What resulted was a full summer of resting and reorganizing my life without him. And just when the severance payment was drying up, a new job magically appeared in the fall. (It was with one of my former clients at the bank – apparently I earned their trust while I was working in the bank.) Looking back, I see I really needed that off time.
The second one was harder. I lost the executive assistant position with a company I really liked. Well, I liked the people there (most of them), but I was honestly getting bored with the office work and was spending more and more time painting and learning about art. So my Higher Self released me from the “boring job”. However, I couldn’t see it this way back then. So I looked and looked for a new employment.
The job market in Ohio at the time was so bad I could not land a new job for a year. I remember thinking of relocating to West Coast, but got scared with the even higher unemployment rate. Now from the current vantage point of view, that was my soul calling, and if I followed it, I could have saved several years out of my life.
Instead, I ignored it and took a job in Tennessee with a company that paid for my relocation. I was there for three years, again doing the same kind of office work I did before, until I finally figured out I had to follow my heart. This time, I didn’t wait until someone cut my cord and downsized me – I quit myself.
So, again, it’s very important not to freak out about your job loss. Take some adjustment time (don’t shortchange yourself, this is absolutely necessary). And let your soul guide you. Listen to your intuition.
Is there something you always wanted to do but have been putting off?
What do you really want to do? Now that you are free from the bondage of your old job, what do you choose to do?
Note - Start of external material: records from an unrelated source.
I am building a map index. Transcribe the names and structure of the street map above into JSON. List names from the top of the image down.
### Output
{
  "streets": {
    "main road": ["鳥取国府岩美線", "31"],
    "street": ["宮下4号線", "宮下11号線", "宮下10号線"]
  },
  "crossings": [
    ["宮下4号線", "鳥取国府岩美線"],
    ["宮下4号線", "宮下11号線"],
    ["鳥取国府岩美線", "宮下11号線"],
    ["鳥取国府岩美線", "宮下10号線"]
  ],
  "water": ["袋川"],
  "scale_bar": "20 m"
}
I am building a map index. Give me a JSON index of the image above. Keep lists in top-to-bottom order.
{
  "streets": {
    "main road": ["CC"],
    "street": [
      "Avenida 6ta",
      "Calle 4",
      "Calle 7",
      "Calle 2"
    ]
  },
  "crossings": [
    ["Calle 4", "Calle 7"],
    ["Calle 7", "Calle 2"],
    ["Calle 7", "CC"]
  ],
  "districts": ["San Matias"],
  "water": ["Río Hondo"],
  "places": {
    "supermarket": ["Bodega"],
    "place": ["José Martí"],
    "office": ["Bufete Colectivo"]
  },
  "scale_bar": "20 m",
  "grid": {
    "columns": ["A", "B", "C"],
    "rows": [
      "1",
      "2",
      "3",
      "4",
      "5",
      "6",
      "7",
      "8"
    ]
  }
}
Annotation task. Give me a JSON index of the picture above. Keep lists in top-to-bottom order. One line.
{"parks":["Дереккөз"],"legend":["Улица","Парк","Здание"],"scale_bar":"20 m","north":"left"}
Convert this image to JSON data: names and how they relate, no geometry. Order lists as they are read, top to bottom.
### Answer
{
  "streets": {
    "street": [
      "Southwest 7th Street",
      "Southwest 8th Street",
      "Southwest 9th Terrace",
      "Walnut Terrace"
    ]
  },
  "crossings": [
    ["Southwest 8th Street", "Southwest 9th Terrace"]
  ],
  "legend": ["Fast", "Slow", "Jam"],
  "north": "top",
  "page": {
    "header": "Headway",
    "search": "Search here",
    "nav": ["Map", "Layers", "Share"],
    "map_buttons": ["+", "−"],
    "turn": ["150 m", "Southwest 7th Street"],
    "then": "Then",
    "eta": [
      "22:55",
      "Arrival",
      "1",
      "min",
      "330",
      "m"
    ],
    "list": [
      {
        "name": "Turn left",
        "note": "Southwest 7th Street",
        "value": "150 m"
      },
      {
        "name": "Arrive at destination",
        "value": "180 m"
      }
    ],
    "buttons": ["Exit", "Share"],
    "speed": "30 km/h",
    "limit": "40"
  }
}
What kind of work will better align with your life purpose?
You now know how to get the job you want, and you are certainly free to choose this path, but you might also want to consider other options. Like, if you have lots of time anyway, do you want to start a business?
The existing economy is coming to crumbles as we can all see. The old standard of “go to school, get a job, stay there” is not going to serve as standard any longer. What you can rely on, then, is yourself. This may actually be the best time to be honest with yourself and reorganize your life.